Figure 1.

Evaluation of SELENOM-KD and SELENOT-KD efficiency by fluorescent microscopy (a,b), real-time PCR (c), and Western blotting (d,e). KD effect on cell proliferation. (a,b) Images of A-172 cell culture in Fura-2 fluorescence (Fura-2) at an excitation of 380 nm and eGFP fluorescence indicating efficiency of expression of the construct transduced into cells. (c) Real-time PCR analysis of mRNA expression of genes encoding SELENOM and SELENOT in A-172 cells transduced with constructs SELENOM-KD (or SELENOT-KD) and scrambled RNA (Scra). (d) Western blot analysis of SELENOM and SELENOT content in samples. (e) Quantification of the content of SELENOM and SELENOT in A-172 cells transduced with constructs SELENOM-KD (or SELENOT-KD) and scrambled RNA (Scra).
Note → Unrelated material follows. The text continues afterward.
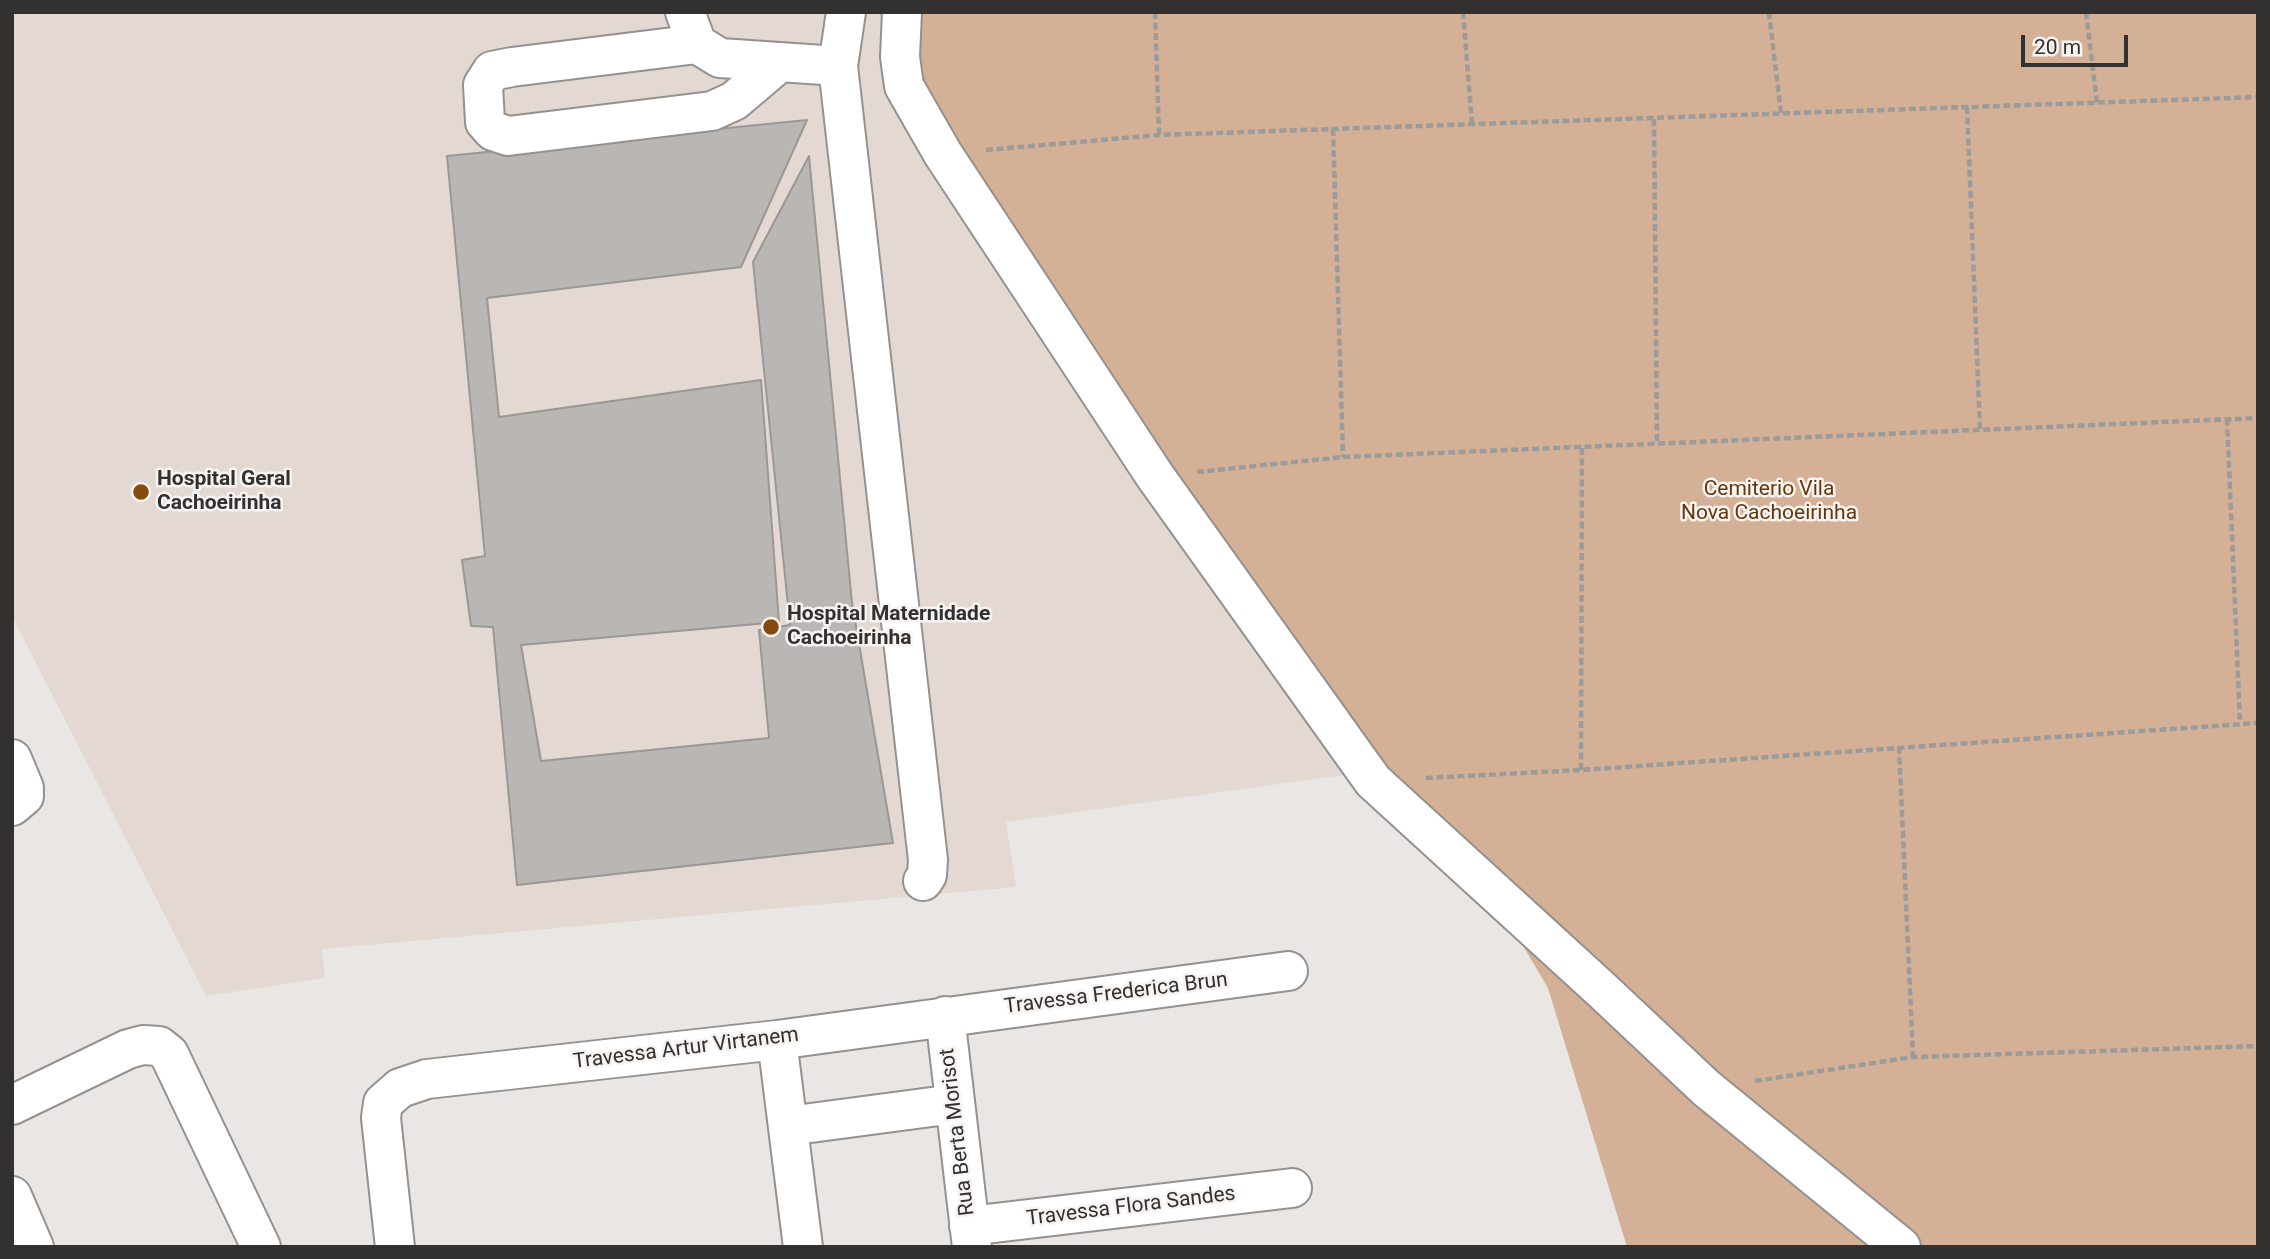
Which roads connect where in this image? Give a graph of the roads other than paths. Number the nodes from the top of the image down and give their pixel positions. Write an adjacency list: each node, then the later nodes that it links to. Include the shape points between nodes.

Comparison of KD groups vs. Scra: *** p < 0.001. (f) Proliferation assay performed by MTT analysis. The optical density at 590 nm was measured, and the values of the respective untreated cells were defined as 100%. Standard deviations were determined by analysis of data from at least three independent experiments and were indicated by error bars. Comparison of KD groups vs. Scra: n/s—data not significant (p > 0.05).